Posted in Articles, Communications/Media Studies, Literary/Artistic Criticism, Media Archive, United States on 2010-10-16 15:57Z by Steven

Appropriating the One-Drop Rule: Family Guy on Reparations

Enculturation: A Journal of Rhetoric, Writing, and Culture
Volume 7: Open Issue (2010)

Jason Jones
University of Washington

The one-drop rule, or the notion that one drop of African blood renders a person black, once played a vital role in the expansion of the nineteenth-century American slave population and segregation under Jim Crow. Media, communication, and rhetorical studies, however, have yet to consider the extent to which the one-drop rule continues to function in contemporary American discourse on race. There are, nonetheless, scholars in other fields who have turned a critical eye to the one-drop rule and the ways Americans have taken up or challenged the one-drop rule in their language. Ronald Sundstrom studied the obstacles multiracial individuals have encountered in their efforts to assert their multiracial identities in the face of various parties who deny such identities on grounds informed by the one-drop rule and other perspectives that refuse the existence of mixed race (110-116).

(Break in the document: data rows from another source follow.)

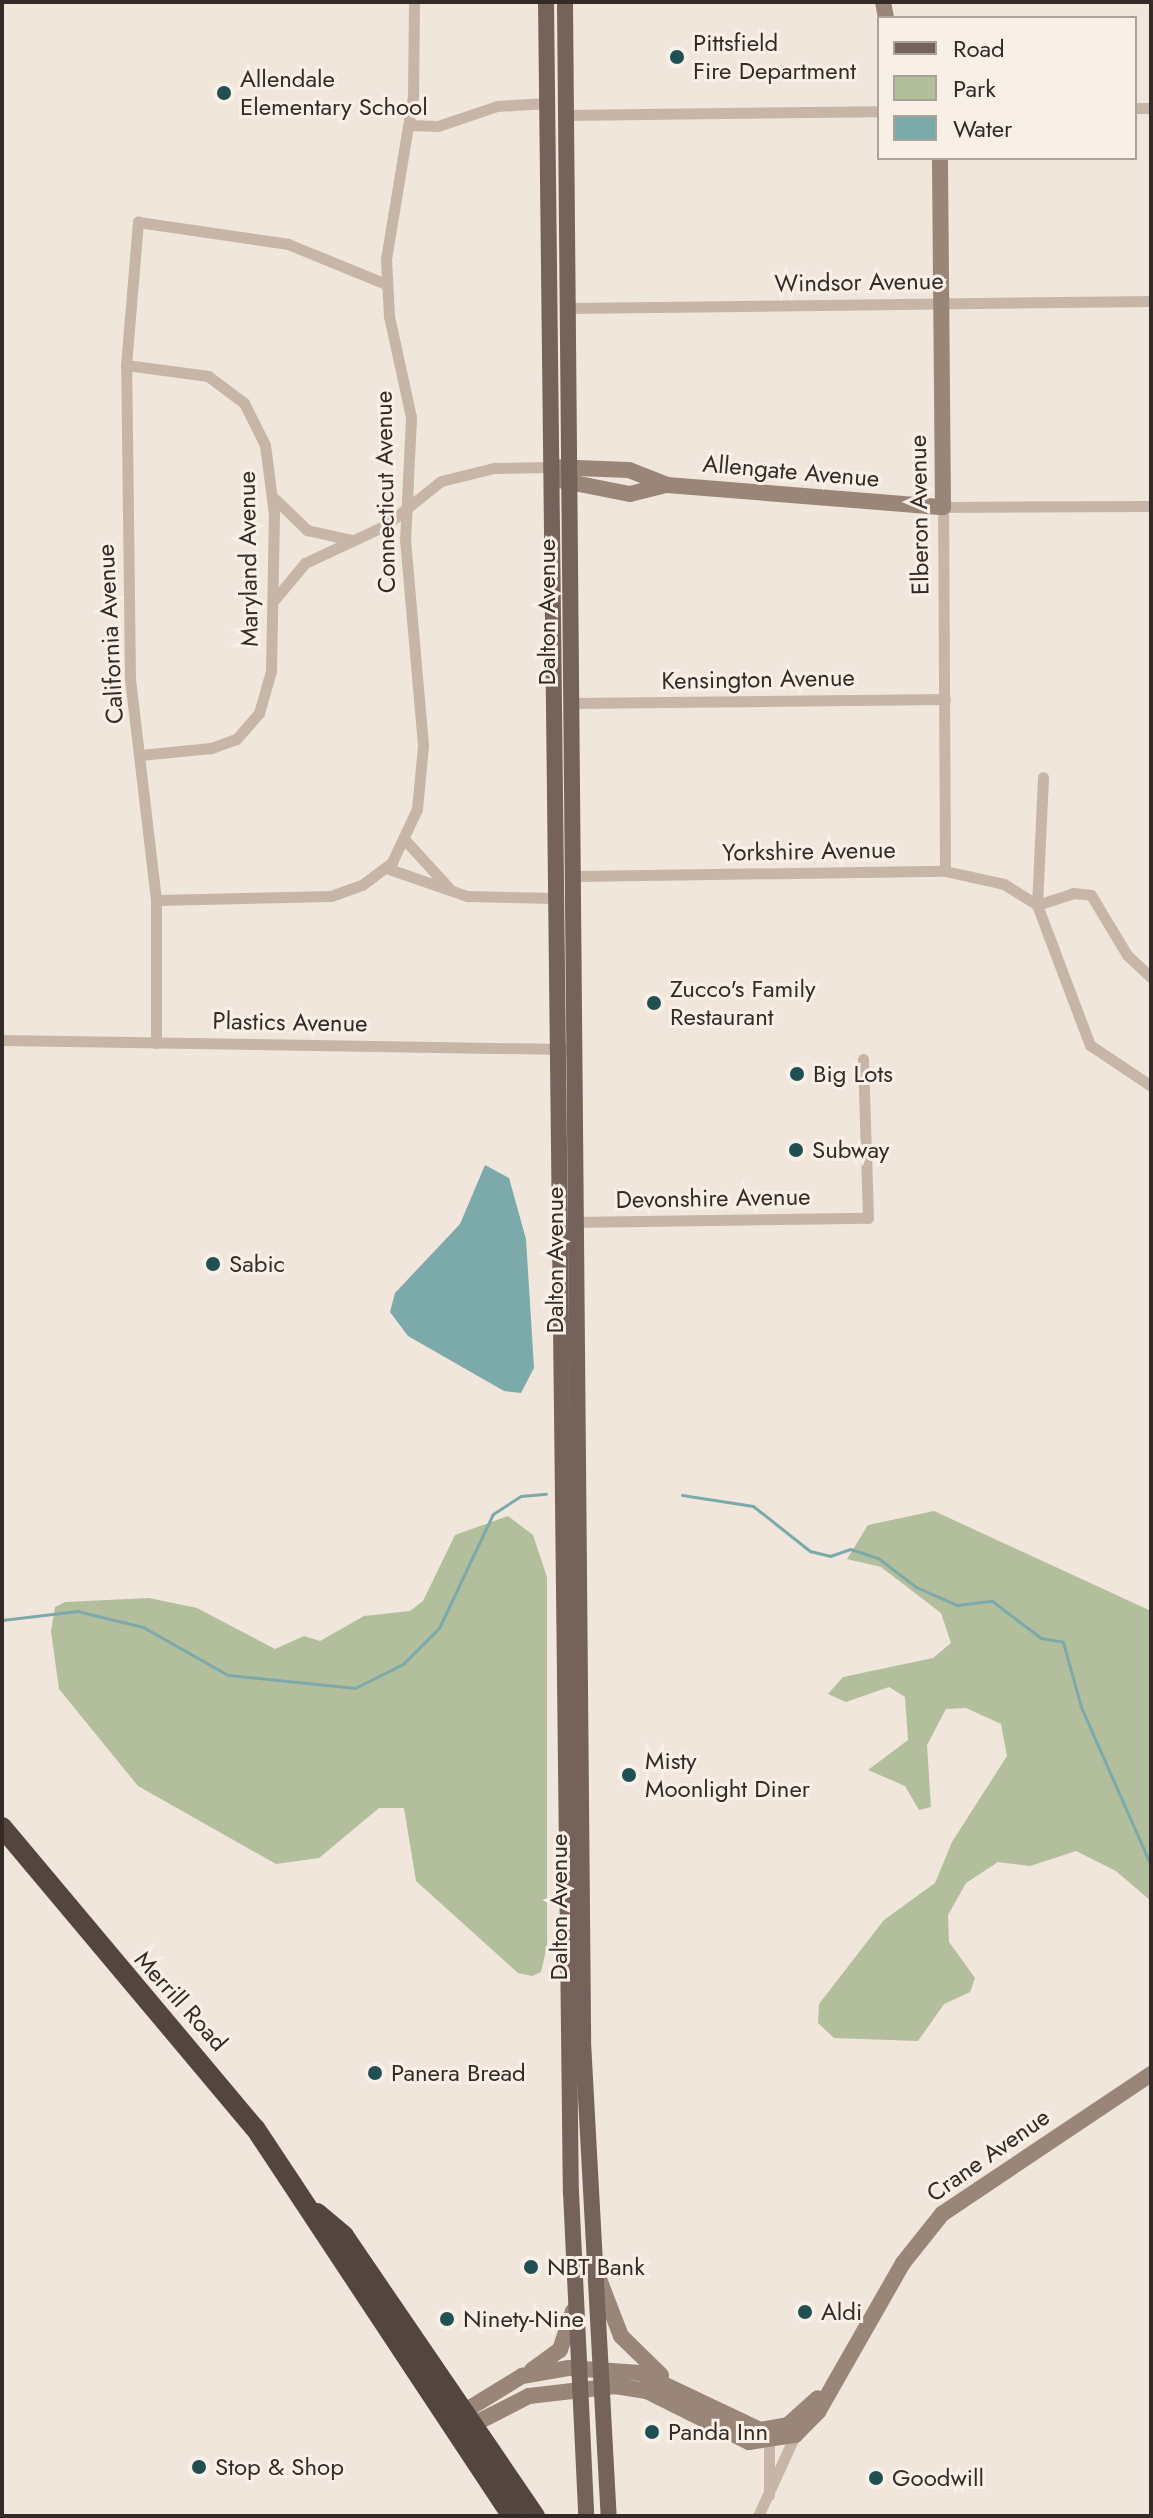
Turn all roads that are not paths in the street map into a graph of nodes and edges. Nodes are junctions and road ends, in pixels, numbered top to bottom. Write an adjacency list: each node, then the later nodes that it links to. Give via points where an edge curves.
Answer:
1 (414, 2): 7 (street, Connecticut Avenue)
2 (546, 2): 4 (main road, Dalton Avenue)
3 (565, 2): 6 (main road, Dalton Avenue)
4 (547, 103): 7 (street, via 497,106 438,126); 14 (main road, Dalton Avenue)
5 (877, 111): 6 (street)
6 (566, 115): 12 (main road, Dalton Avenue)
7 (409, 125): 9 (street, Connecticut Avenue)
8 (940, 160): 11 (main road, Elberon Avenue)
9 (386, 284): 13 (street, California Avenue, via 288,244 138,222); 19 (street, Connecticut Avenue, via 411,417)
10 (1151, 301): 11 (street, Windsor Avenue)
11 (941, 303): 12 (street, Windsor Avenue); 21 (main road, Elberon Avenue)
12 (568, 308): 15 (main road, Dalton Avenue)
13 (126, 365): 18 (street, Maryland Avenue, via 192,371 228,388 255,419); 26 (street, California Avenue, via 130,678)
14 (551, 467): 15 (main road, Allengate Avenue); 17 (main road); 19 (street, via 459,474); 33 (main road, Dalton Avenue)
15 (570, 468): 16 (main road, Allengate Avenue, via 629,470); 17 (main road, Dalton Avenue)
16 (667, 485): 17 (main road, Allengate Avenue, via 630,494); 21 (main road, Allengate Avenue)
17 (570, 486): 25 (main road, Dalton Avenue)
18 (272, 491): 22 (street, via 281,509 307,530); 23 (street, Maryland Avenue)
19 (407, 504): 22 (street); 28 (street, Connecticut Avenue, via 423,745 417,809)
20 (1151, 506): 21 (street, Allengate Avenue)
21 (943, 507): 24 (street, Elberon Avenue)
22 (357, 539): 23 (street, via 305,563)
23 (273, 603): 26 (street, Maryland Avenue, via 268,696 249,727 211,748)
24 (945, 699): 25 (street, Kensington Avenue); 30 (street, Elberon Avenue)
25 (572, 703): 31 (main road, Dalton Avenue)
26 (140, 755): 34 (street, California Avenue)
27 (1043, 777): 35 (street)
28 (405, 840): 29 (street, Connecticut Avenue); 32 (street, via 429,873)
29 (386, 868): 32 (street); 34 (street, via 331,896)
30 (945, 871): 31 (street, Yorkshire Avenue); 35 (street, Yorkshire Avenue, via 1004,884)
31 (575, 876): 40 (main road, Dalton Avenue)
32 (459, 894): 33 (street)
33 (555, 898): 39 (main road, Dalton Avenue)
34 (156, 900): 38 (street, California Avenue)
35 (1037, 905): 36 (street, via 1073,893 1100,901 1127,955); 42 (street, via 1078,1029 1104,1060)
36 (1151, 977)
37 (2, 1040): 38 (street, Plastics Avenue)
38 (156, 1043): 39 (street, Plastics Avenue)
39 (557, 1049): 40 (street, Plastics Avenue); 44 (main road, Dalton Avenue)
40 (577, 1049): 43 (main road, Dalton Avenue)
41 (863, 1059): 43 (street, Devonshire Avenue, via 868,1218)
42 (1151, 1086)
43 (579, 1222): 44 (street, Devonshire Avenue); 46 (main road, Dalton Avenue)
44 (559, 1223): 46 (main road, Dalton Avenue)
45 (2, 1827): 57 (highway, Merrill Road, via 238,2107 317,2213 329,2247)
46 (576, 2040): 47 (main road, Dalton Avenue)
47 (577, 2070): 49 (main road, Dalton Avenue); 50 (main road, Dalton Avenue)
48 (1151, 2074): 58 (main road, Crane Avenue, via 942,2214 830,2385)
49 (594, 2261): 52 (main road, Dalton Avenue); 56 (main road, via 628,2345)
50 (576, 2289): 51 (main road, Dalton Avenue); 53 (main road, via 560,2350)
51 (581, 2368): 52 (main road); 53 (main road); 55 (main road, Dalton Avenue)
52 (600, 2368): 54 (main road, Dalton Avenue); 56 (main road, via 640,2373)
53 (509, 2383): 57 (main road)
54 (602, 2387): 55 (main road); 59 (main road, via 647,2391); 65 (main road, Dalton Avenue)
55 (581, 2388): 57 (main road, via 529,2396); 64 (main road, Dalton Avenue)
56 (697, 2402): 58 (main road, via 742,2426)
57 (460, 2423): 62 (highway, Merrill Road); 63 (highway, Merrill Road)
58 (778, 2436): 59 (main road); 60 (street, Crane Avenue); 61 (street, Crane Avenue, via 783,2459)
59 (738, 2439): 60 (street, via 761,2450)
60 (770, 2474): 61 (street, Crane Avenue)
61 (768, 2496): 66 (street, Crane Avenue)
62 (512, 2516)
63 (535, 2516)
64 (586, 2516)
65 (609, 2516)
66 (758, 2516)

Joshua Glasgow and his colleagues performed an experiment in which participants were asked to racially classify a woman who looked white and self-identified as such, but discovered that she had a black ancestor; the overwhelming majority of participants categorized her as white (64). However, as Glasgow went on to point out, many Americans identify President Barack Obama as black despite common knowledge of his white mother. Given such observations, it is clear that there are vestiges of the one-drop rule in American racial discourse. But as Michel de Certeau explained, people appropriate discourses to achieve ends that do not always coincide with the ideological implications originally associated with some facet of language use (48). Being no exception, the one-drop rule no longer works to expand the ranks of dehumanized chattel nor does it serve as grounds for the legal removal of peoples from segregated areas, yet many still rely on it, though less rigidly, to identify some biracial Americans as black. The one-drop rule’s discursive utility, however, is not confined to regressive forms of racial identification and has been used for other strategic purposes as is the case in an episode of Seth MacFarlane’s Emmy-nominated Family Guy (“Peter Griffin…”) that parodies the slavery reparations debate, a veritable minefield for anyone willing to partake in the dispute…

Read the entire article here.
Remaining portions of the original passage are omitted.